= Ashlee Holland =

American actress

Ashlee Renee Holland (born June 18, 1979) is an American actress, dancer, model, and most recent winner of I Wanna Be a Soap Star. She has appeared on Days of Our Lives as a result of her win.

Born in Portland, Oregon, Holland is the daughter of Al Holland, former Major League Baseball relief pitcher who played for the Phillies, Yankees and Pirates. She was raised in Roanoke, Virginia. In October 2007, Holland won the reality TV contest I Wanna Be a Soap Star over hundreds of wannabe actors to get the part on the popular soap Days of Our Lives. She was the first woman to win this contest. She has appeared in numerous music videos and commercials. She appeared in such films as Torque, The Hot Chick and Honey. She co-hosted Di Media Online's grand opening gala at Level 3 in Hollywood She is also the host in the 2005 music trivia DVD game Shout About Music.

Originally slated to start work immediately after the finale of Soap Star, Ashlee's start date was pushed back. According to sources,

"Holland was originally schedule to have only a few days off before reporting to work. However, Holland's October 19th start date with DAYS was pushed back to allow head writer Hogan Sheffer to craft a "new, exciting storyline" for the actress. Sheffer also served as a judge on this year's Soap Star panel. Holland is now schedule to begin work on November 30th with a first airdate of Wednesday, December 26th."

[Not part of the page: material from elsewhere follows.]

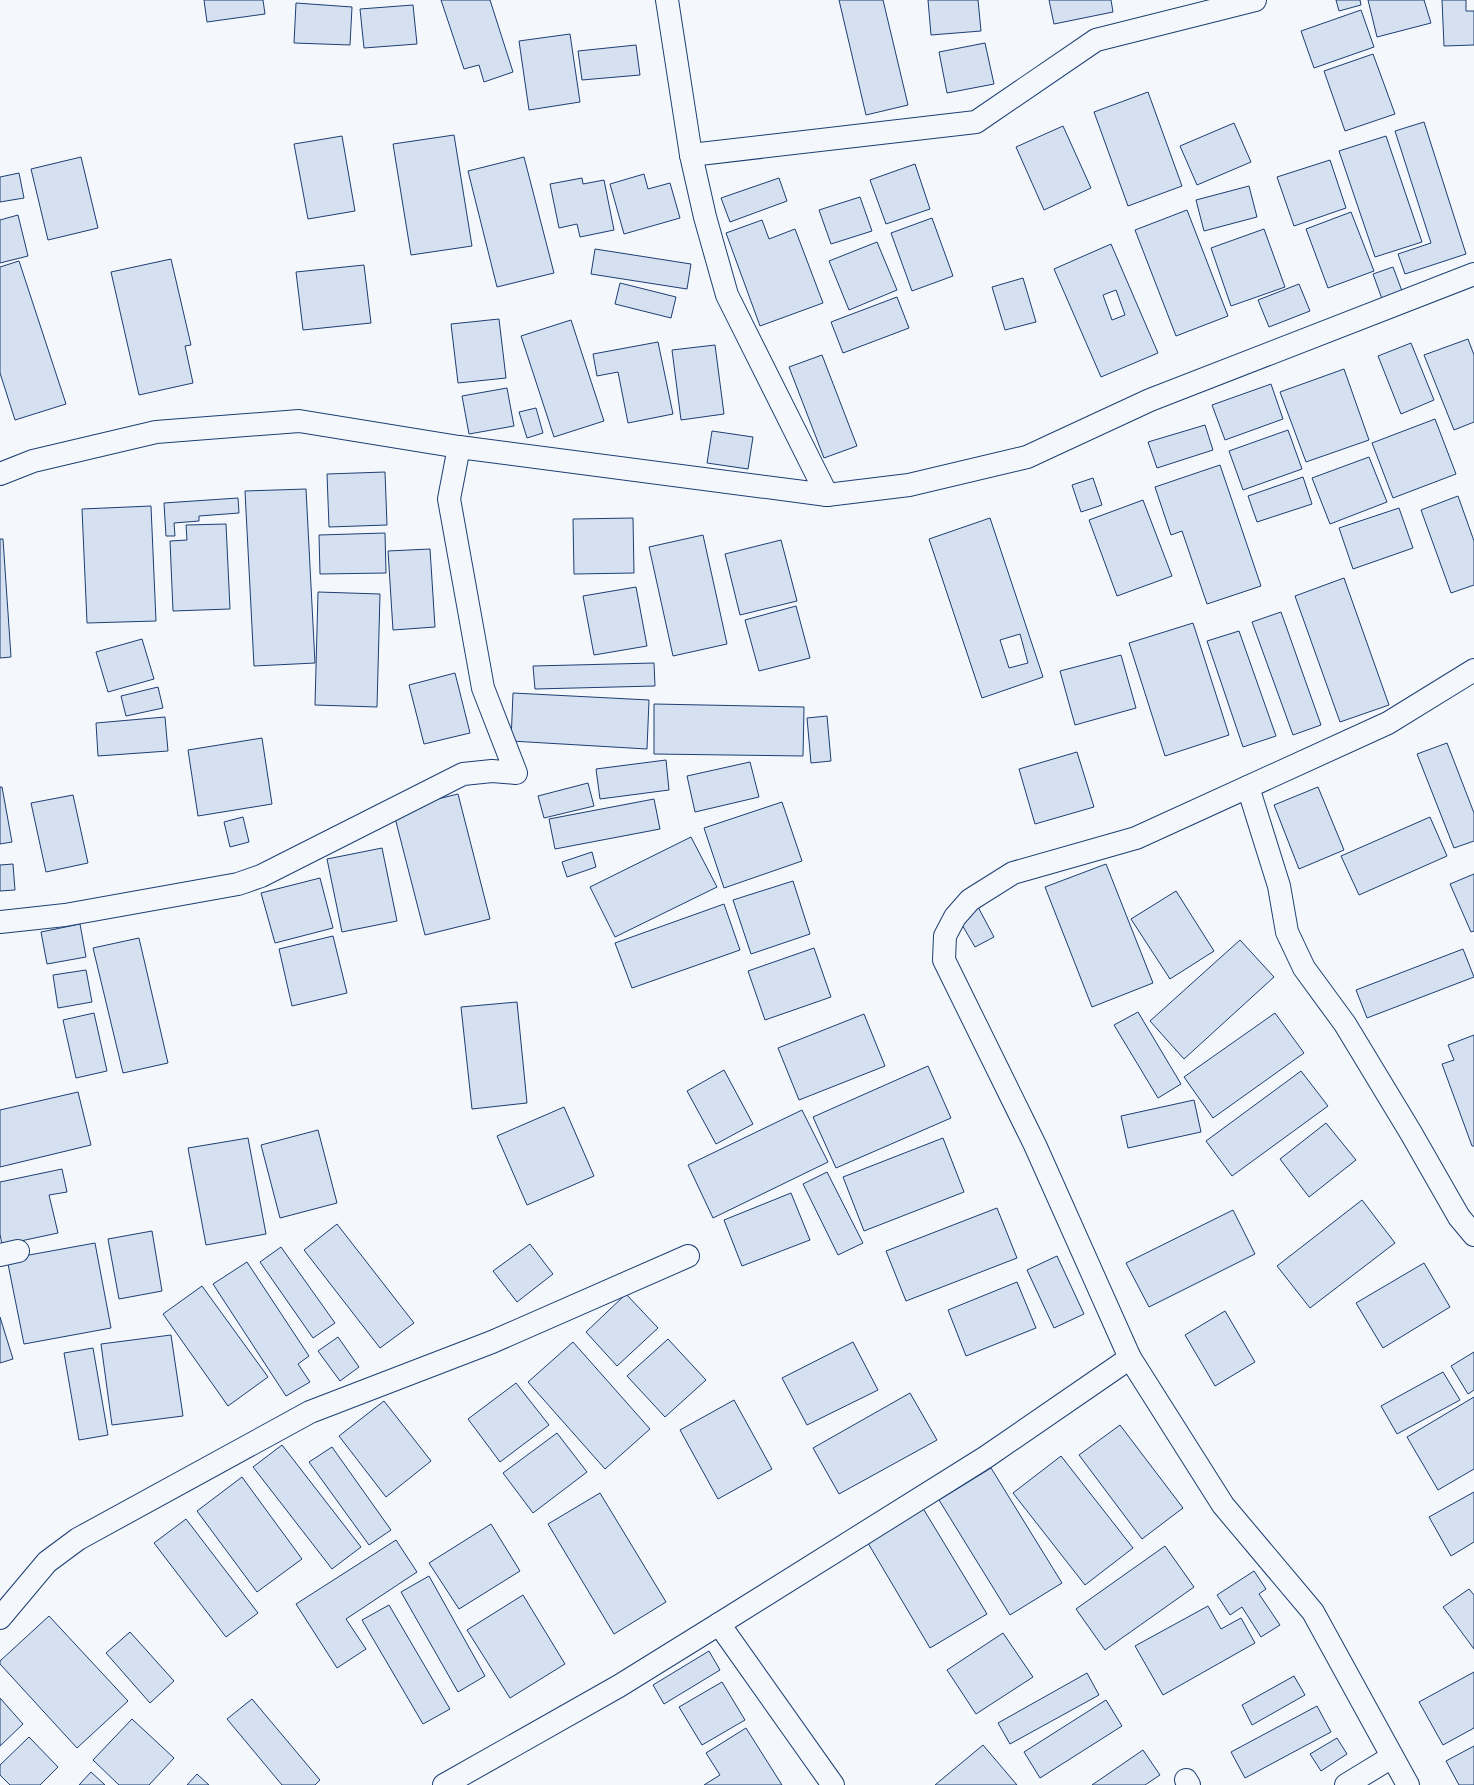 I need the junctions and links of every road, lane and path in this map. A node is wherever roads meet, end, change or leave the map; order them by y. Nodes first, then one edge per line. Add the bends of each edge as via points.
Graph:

Ashlee went on to appear as Crystal Miller in Days of our Lives, however she was not picked up as a permanent castmate and left the soap in early 2008.

==Filmography==

Film
| Year | Title | Role | Notes |
| 2003 | Regret | Friend #1 | Short film |
| 2010 | Choices | Labor and Delivery Nurse 1 |

Television
| Year | Title | Role | Notes |
|---|---|---|---|
| 2007 | I Wanna Be a Soap Star | Herself / Winner | 10 episodes |
| 2007–08 | Days of Our Lives | Crystal Miller | 16 episodes |
| 2009 | Buppies | Bisty | 4 episodes |
| 2012 | Criminal Minds | Pregnant Woman | Episode: "I Love You, Tommy Brown" |

Video games
| Year | Title | Role | Notes |
|---|---|---|---|
| 2005 | Shout About Music | Host |  |

Music videos
| Year | Title | Artist |
|---|---|---|
| 2003 | "Dirt off Your Shoulder" | Jay-Z |
| 2003 | "One Heart" | Celine Dion |
| 2005 | "Don't Phunk with My Heart" | The Black Eyed Peas |

===Commercials===
- Lincoln Mercury "Men of Mariner" (2005)
- Verizon "Tech Makeover" (2005)
- Wendy's "My Burger" (2005)
- Old Navy "Coffee House" (2004)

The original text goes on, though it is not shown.